**Task statement**
Your copy should match the entries below exactly, apart from the images.

Data shown START

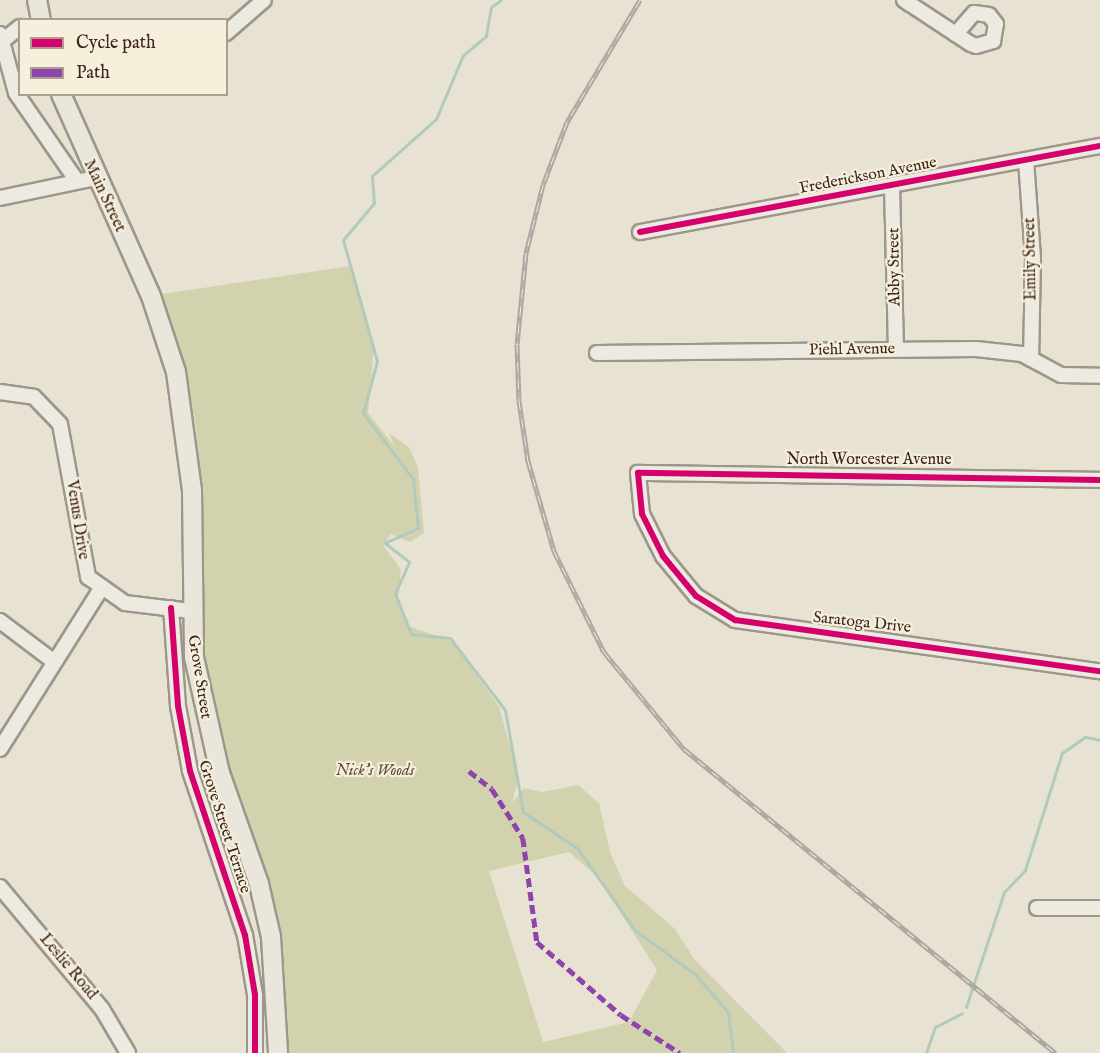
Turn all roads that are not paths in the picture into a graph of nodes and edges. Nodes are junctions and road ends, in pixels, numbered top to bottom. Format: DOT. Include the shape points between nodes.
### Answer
graph roads {
  1 [pos="37,0"];
  2 [pos="264,0"];
  3 [pos="904,0"];
  4 [pos="40,18"];
  5 [pos="18,29"];
  6 [pos="228,31"];
  7 [pos="0,34"];
  8 [pos="956,34"];
  9 [pos="0,43"];
  10 [pos="18,96"];
  11 [pos="18,96"];
  12 [pos="62,96"];
  13 [pos="1100,146"];
  14 [pos="1026,160"];
  15 [pos="96,178"];
  16 [pos="77,181"];
  17 [pos="892,186"];
  18 [pos="0,198"];
  19 [pos="640,232"];
  20 [pos="151,296"];
  21 [pos="896,349"];
  22 [pos="597,353"];
  23 [pos="1031,359"];
  24 [pos="1100,376"];
  25 [pos="0,392"];
  26 [pos="638,473"];
  27 [pos="1100,480"];
  28 [pos="100,590"];
  29 [pos="171,608"];
  30 [pos="191,611"];
  31 [pos="0,621"];
  32 [pos="52,660"];
  33 [pos="1100,671"];
  34 [pos="0,749"];
  35 [pos="0,887"];
  36 [pos="1037,908"];
  37 [pos="1100,908"];
  38 [pos="128,1053"];
  39 [pos="255,1053"];
  40 [pos="278,1053"];
  1 -- 4 [label="main road"];
  2 -- 6 [label="street"];
  3 -- 8 [label="street"];
  5 -- 9 [label="street"];
  7 -- 9 [label="street"];
  9 -- 11 [label="street"];
  10 -- 16 [label="street"];
  12 -- 15 [label="main road, Main Street"];
  13 -- 14 [label="street, Frederickson Avenue"];
  14 -- 17 [label="street, Frederickson Avenue"];
  14 -- 23 [label="street, Emily Street" via="1033,258"];
  15 -- 16 [label="street"];
  15 -- 20 [label="main road, Main Street"];
  16 -- 18 [label="street"];
  17 -- 19 [label="street, Frederickson Avenue"];
  17 -- 21 [label="street, Abby Street"];
  20 -- 30 [label="main road, Grove Street" via="176,372 187,442 192,489"];
  21 -- 22 [label="street, Piehl Avenue"];
  21 -- 23 [label="street, Piehl Avenue" via="1000,350"];
  23 -- 24 [label="street, Piehl Avenue" via="1052,372"];
  25 -- 28 [label="street, Venus Drive" via="34,397 60,424 82,558"];
  26 -- 27 [label="street, North Worcester Avenue"];
  26 -- 33 [label="street, Saratoga Drive" via="642,514 663,556 696,596 735,620"];
  28 -- 29 [label="street" via="125,603"];
  28 -- 32 [label="street"];
  29 -- 30 [label="street"];
  29 -- 39 [label="street, Grove Street Terrace" via="190,771 245,935 255,995"];
  30 -- 40 [label="main road, Grove Street" via="208,727 271,937"];
  31 -- 32 [label="street"];
  32 -- 34 [label="street"];
  35 -- 38 [label="street, Leslie Road" via="110,1018"];
  36 -- 37 [label="street"];
}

Data shown END

**Response to this task**
Turn all roads that are not paths in the picture into a graph of nodes and edges. Nodes are junctions and road ends, in pixels, numbered top to bottom. Format: DOT. Include the shape points between nodes.
### Answer
graph roads {
  1 [pos="37,0"];
  2 [pos="264,0"];
  3 [pos="904,0"];
  4 [pos="40,18"];
  5 [pos="18,29"];
  6 [pos="228,31"];
  7 [pos="0,34"];
  8 [pos="956,34"];
  9 [pos="0,43"];
  10 [pos="18,96"];
  11 [pos="18,96"];
  12 [pos="62,96"];
  13 [pos="1100,146"];
  14 [pos="1026,160"];
  15 [pos="96,178"];
  16 [pos="77,181"];
  17 [pos="892,186"];
  18 [pos="0,198"];
  19 [pos="640,232"];
  20 [pos="151,296"];
  21 [pos="896,349"];
  22 [pos="597,353"];
  23 [pos="1031,359"];
  24 [pos="1100,376"];
  25 [pos="0,392"];
  26 [pos="638,473"];
  27 [pos="1100,480"];
  28 [pos="100,590"];
  29 [pos="171,608"];
  30 [pos="191,611"];
  31 [pos="0,621"];
  32 [pos="52,660"];
  33 [pos="1100,671"];
  34 [pos="0,749"];
  35 [pos="0,887"];
  36 [pos="1037,908"];
  37 [pos="1100,908"];
  38 [pos="128,1053"];
  39 [pos="255,1053"];
  40 [pos="278,1053"];
  1 -- 4 [label="main road"];
  2 -- 6 [label="street"];
  3 -- 8 [label="street"];
  5 -- 9 [label="street"];
  7 -- 9 [label="street"];
  9 -- 11 [label="street"];
  10 -- 16 [label="street"];
  12 -- 15 [label="main road, Main Street"];
  13 -- 14 [label="street, Frederickson Avenue"];
  14 -- 17 [label="street, Frederickson Avenue"];
  14 -- 23 [label="street, Emily Street" via="1033,258"];
  15 -- 16 [label="street"];
  15 -- 20 [label="main road, Main Street"];
  16 -- 18 [label="street"];
  17 -- 19 [label="street, Frederickson Avenue"];
  17 -- 21 [label="street, Abby Street"];
  20 -- 30 [label="main road, Grove Street" via="176,372 187,442 192,489"];
  21 -- 22 [label="street, Piehl Avenue"];
  21 -- 23 [label="street, Piehl Avenue" via="1000,350"];
  23 -- 24 [label="street, Piehl Avenue" via="1052,372"];
  25 -- 28 [label="street, Venus Drive" via="34,397 60,424 82,558"];
  26 -- 27 [label="street, North Worcester Avenue"];
  26 -- 33 [label="street, Saratoga Drive" via="642,514 663,556 696,596 735,620"];
  28 -- 29 [label="street" via="125,603"];
  28 -- 32 [label="street"];
  29 -- 30 [label="street"];
  29 -- 39 [label="street, Grove Street Terrace" via="190,771 245,935 255,995"];
  30 -- 40 [label="main road, Grove Street" via="208,727 271,937"];
  31 -- 32 [label="street"];
  32 -- 34 [label="street"];
  35 -- 38 [label="street, Leslie Road" via="110,1018"];
  36 -- 37 [label="street"];
}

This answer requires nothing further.